Single by Sakis Rouvas

from the album I Megaliteres Epitihies + Kai Se Thelo, Irthes
- Released: 17 June 2008
- Recorded: 2008
- Studio: Studio Sierra
- Length: 3:53
- Label: Minos EMI
- Songwriters: Vicky Gerothodorou; Dimitris Kontopoulos;
- Producer: Dimitris Kontopoulos

Sakis Rouvas singles chronology
| "Stous 31 Dromous" (2007) | "+ Se Thelo" (2008) | "Irthes" (2008) |

Audio sample
- file; help;

= Kai Se Thelo =

"Kai Se Thelo" (stylized as "+ Se Thelo") is a single by popular Greek singer Sakis Rouvas from the album Irthes, released as a radio single on 17 June 2008 in Greece and Cyprus.

==Background information==

===Production history===
Dimitris Kontopoulos was the composer of the song along with lyricist Vicky Gerothodorou. The duo had previously produced Rouvas' massive 2007 hit "Ola Gyro Sou Gyrizoun" as well as "Stous 31 Dromous". Rouvas' last album release was in late 2006, and with the exception of "Stous 31 Dromous", the theme of the show of the same name, and the recordings for the Alter Ego he had not produced any new album material since the release of Iparhi Agapi Edo.
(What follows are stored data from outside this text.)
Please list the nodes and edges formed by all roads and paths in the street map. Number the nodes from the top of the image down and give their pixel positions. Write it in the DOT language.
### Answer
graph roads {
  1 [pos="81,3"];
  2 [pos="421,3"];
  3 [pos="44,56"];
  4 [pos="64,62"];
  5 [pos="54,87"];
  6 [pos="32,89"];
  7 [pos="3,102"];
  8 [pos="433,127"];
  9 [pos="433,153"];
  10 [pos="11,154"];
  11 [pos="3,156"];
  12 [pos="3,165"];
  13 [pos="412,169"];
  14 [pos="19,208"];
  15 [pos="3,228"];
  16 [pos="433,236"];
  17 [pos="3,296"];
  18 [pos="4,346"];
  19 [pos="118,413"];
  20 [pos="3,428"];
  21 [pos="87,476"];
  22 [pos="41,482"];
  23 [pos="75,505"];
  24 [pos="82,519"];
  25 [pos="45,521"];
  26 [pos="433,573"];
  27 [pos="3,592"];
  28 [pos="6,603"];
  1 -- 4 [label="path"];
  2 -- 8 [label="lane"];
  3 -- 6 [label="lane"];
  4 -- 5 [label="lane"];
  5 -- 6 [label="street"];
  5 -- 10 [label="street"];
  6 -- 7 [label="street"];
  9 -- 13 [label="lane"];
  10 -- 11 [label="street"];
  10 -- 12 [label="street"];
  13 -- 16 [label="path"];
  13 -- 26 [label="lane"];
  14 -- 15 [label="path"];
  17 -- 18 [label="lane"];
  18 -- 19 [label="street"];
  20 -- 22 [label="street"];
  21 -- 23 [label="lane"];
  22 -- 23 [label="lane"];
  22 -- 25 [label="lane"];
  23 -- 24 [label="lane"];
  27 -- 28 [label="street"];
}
This was due to Rouvas' work on both his début film and the filming of a new English-language psychological thriller that was being filmed on Los Angeles, so for the majority of the past two years, Rouvas had been living outside Greece and was unable to record.

With filming nearly completed, as well as taking a break from international projects, Rouvas returned to Greece in Spring of 2008. It was then when he started doing performances in Thessaloniki with Peggy Zina. He premiered his new song at the Video Music Awards 2008 where he also won the award for Best Male Artist on 17 June 2008. Kontopoulos and Rouvas decided to release the song as a digital download in order to test the market.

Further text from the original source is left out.